I do not understand what is to trash there. The first two lines are legacy that nobody relies upon anyway. What this thread is about is the third line which is never changed by hwclock itself unless you explicitly instruct it to do so.
The first two lines are used by hwclock. The exact method varies between openSUSE releases.
Basically, cpu time is set from cmos clock on boot. On halt system time is copied to cmos, but first it is compared to see the difference: a value for clock shift per time unit is stored in those first lines of the adjtime file.
On next boot, hwclock obtains the time from cmos, and shifts it with the difference value multiplied by the time since last cmos time set.
Please show me which script on openSUSE 12.3 and above calls hwclock during boot and shutdown. The only one I am aware of is /etc/init.d/ntp and only once on boot to set CMOS after time was synced and only if explicitly enabled.
This procedure compensates for the inacuracies (drift) in the cmos clock.
Remember that not everybody can use ntp.
If you do not use NTP, you do not have correct time anyway. How exactly is one incorrect time better than another incorrect time?
Hwclock has always stored the utc/local word there.
Not always - only if you explicitly call it with --local or --utc.
This is documented.
The cure on those cases was to set the system clock manually, transfer contents to cmos clock, and then erase the adjtime file, in the knowledge that rebooting would set it up correctly.
I do not understand why you need to remove /etc/adjtime helps here.

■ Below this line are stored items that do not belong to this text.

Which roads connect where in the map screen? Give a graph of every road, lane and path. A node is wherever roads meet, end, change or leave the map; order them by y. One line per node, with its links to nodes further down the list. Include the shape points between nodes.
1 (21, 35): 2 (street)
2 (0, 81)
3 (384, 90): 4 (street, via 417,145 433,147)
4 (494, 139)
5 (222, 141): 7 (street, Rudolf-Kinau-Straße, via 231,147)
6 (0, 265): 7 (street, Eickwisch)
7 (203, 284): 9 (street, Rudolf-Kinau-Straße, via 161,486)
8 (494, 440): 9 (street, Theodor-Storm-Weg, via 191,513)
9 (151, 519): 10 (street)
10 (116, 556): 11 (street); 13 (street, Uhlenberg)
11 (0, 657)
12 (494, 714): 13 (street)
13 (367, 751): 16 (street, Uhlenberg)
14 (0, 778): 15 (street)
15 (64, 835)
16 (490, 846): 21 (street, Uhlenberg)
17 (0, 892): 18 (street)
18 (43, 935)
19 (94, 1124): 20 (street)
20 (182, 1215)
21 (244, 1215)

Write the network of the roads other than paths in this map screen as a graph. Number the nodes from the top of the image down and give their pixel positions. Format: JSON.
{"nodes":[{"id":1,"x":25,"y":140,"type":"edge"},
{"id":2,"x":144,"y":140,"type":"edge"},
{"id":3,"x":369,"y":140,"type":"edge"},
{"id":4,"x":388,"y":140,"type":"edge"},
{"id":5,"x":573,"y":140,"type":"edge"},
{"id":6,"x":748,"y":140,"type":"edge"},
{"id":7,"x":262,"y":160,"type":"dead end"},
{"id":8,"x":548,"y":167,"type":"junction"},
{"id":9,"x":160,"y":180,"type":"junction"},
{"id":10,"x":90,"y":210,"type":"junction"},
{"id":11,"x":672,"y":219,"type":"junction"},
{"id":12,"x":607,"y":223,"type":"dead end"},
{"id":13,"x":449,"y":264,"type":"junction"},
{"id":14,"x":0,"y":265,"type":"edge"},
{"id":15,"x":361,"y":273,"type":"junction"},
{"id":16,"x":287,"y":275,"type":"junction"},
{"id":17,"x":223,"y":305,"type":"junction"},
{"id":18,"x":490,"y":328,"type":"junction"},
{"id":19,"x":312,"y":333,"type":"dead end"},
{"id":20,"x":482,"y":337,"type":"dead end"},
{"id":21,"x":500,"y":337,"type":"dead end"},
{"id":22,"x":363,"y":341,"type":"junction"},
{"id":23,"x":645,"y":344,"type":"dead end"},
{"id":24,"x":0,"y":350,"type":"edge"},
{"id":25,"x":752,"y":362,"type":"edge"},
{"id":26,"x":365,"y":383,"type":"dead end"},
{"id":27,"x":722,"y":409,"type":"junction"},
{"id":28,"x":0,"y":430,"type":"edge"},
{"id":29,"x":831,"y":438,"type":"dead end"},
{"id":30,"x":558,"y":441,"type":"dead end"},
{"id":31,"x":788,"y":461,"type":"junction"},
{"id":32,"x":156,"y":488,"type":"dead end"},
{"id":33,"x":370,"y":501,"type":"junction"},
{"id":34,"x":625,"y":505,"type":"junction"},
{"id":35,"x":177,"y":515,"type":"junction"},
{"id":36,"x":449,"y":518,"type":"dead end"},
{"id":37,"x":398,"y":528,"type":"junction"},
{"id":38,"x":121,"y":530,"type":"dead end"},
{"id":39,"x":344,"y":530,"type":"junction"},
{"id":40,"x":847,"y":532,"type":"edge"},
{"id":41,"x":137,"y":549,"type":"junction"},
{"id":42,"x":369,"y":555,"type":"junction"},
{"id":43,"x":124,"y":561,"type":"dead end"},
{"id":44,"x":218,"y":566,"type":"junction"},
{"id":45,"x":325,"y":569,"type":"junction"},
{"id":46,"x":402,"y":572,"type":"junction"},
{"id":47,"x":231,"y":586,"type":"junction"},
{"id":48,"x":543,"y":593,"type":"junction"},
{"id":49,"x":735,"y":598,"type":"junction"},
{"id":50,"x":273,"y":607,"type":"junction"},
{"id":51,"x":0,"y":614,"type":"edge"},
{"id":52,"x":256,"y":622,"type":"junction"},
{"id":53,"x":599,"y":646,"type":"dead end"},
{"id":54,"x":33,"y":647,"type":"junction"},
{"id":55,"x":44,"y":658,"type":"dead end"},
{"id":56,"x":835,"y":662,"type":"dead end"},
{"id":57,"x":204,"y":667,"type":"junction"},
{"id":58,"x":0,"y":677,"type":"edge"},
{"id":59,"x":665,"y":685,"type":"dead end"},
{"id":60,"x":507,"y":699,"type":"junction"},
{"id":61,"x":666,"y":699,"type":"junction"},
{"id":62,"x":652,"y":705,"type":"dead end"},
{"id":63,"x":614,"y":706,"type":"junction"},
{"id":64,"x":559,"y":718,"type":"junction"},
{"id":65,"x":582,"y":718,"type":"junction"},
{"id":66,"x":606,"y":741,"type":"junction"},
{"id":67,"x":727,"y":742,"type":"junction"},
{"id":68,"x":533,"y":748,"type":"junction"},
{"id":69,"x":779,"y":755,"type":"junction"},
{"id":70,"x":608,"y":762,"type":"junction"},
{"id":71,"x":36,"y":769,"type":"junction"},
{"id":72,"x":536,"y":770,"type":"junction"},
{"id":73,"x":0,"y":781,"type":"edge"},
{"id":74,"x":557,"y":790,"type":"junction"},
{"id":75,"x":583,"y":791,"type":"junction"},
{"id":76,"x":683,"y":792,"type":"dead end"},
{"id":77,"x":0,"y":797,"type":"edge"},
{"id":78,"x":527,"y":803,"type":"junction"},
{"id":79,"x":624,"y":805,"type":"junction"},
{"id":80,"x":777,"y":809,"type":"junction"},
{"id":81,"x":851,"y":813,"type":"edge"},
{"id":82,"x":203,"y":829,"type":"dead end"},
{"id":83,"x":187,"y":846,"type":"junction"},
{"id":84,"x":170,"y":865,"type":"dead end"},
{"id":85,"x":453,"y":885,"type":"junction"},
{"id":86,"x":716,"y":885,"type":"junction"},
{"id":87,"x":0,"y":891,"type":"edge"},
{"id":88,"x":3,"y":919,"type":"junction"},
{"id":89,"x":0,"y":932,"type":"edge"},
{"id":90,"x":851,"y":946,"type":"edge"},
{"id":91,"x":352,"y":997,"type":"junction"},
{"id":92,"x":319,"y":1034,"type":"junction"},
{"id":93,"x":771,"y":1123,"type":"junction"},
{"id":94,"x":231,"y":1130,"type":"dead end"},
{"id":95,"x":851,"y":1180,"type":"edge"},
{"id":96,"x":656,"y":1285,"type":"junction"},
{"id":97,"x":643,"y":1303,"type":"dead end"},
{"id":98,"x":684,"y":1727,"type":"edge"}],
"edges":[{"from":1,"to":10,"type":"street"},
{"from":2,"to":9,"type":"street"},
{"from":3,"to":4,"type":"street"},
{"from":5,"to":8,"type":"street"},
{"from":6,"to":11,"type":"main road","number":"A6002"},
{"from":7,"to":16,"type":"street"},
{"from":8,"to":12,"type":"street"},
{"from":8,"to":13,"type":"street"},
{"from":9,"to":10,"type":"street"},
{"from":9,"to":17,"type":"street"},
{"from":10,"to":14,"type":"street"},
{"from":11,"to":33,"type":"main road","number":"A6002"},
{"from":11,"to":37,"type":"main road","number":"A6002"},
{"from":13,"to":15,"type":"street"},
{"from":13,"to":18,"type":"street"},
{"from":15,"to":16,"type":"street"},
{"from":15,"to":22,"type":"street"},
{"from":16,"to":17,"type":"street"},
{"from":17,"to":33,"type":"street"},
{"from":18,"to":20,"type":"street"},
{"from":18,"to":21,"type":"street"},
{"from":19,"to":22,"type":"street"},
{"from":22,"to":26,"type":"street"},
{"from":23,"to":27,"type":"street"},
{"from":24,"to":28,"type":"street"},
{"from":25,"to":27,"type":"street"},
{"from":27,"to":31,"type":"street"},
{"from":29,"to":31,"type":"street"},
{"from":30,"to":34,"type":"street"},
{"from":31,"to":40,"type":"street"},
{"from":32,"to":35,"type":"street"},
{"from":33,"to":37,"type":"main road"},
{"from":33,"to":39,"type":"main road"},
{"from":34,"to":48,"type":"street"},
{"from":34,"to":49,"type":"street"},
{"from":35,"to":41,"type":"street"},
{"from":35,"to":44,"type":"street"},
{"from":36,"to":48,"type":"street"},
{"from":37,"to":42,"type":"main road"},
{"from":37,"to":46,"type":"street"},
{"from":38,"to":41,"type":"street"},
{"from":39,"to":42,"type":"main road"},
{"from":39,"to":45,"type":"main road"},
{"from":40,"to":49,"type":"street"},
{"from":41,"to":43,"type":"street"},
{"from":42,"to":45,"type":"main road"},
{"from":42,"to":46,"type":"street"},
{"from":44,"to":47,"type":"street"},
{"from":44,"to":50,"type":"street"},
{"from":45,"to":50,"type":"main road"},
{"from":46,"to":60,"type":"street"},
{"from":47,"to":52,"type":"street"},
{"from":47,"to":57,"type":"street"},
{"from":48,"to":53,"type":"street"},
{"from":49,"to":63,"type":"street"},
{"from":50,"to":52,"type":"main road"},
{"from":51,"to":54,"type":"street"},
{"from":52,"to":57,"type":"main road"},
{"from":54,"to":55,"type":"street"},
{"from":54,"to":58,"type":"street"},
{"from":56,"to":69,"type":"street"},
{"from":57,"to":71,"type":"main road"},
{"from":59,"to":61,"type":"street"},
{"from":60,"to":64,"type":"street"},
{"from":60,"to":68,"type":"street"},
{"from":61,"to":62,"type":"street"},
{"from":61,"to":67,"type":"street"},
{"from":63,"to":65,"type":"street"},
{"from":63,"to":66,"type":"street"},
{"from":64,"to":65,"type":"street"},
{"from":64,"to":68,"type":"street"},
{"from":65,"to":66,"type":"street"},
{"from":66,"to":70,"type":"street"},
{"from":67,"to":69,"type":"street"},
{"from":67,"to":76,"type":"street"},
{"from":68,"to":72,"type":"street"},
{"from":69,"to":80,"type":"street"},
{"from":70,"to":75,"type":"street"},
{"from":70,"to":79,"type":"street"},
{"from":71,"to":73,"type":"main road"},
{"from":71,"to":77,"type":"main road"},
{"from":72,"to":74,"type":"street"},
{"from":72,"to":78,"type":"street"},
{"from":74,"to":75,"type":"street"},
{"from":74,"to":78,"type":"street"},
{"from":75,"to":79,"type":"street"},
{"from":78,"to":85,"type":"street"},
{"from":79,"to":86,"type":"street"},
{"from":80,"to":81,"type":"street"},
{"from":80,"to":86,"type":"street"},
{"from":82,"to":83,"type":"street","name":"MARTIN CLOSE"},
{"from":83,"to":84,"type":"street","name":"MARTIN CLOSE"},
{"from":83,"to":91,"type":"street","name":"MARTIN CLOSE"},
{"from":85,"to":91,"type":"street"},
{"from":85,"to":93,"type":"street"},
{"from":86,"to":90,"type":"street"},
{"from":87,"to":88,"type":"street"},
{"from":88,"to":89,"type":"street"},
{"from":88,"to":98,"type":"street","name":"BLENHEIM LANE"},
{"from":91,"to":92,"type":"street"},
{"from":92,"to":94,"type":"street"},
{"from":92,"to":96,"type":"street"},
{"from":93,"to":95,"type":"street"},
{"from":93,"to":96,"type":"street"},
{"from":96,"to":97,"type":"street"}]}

Either LOCAL/UTC was set correctly or not. If it was no correctly set then most likely because /etc/sysconfig/clock was not set correctly and it will be recreated with wrong value again.
When the adjustment shift in /etc/adjtime is incorrect, the file has to be deleted and recreated correctly. UTC/LOCAL is irrelevant, but the correct word has to be written.
If you adjust manually the clock by hours up or down, when the sihift per unit time is calculated, it is wrong by hours. When the time is set on next boot, it is set VERY incorrectly.
Once more - there is NO place in openSUSE where /etc/adjtime is used to set system time from CMOS on boot - this is done by kernel. Nor is there any place where CMOS is set from system time on shutdown - this is normally done automatically by kernel.
The right procedure to fix dual boot with Windows is to go to YaST and set local time instead of UTC. Which will store the correct value in /etc/adjtime. Where is the problem?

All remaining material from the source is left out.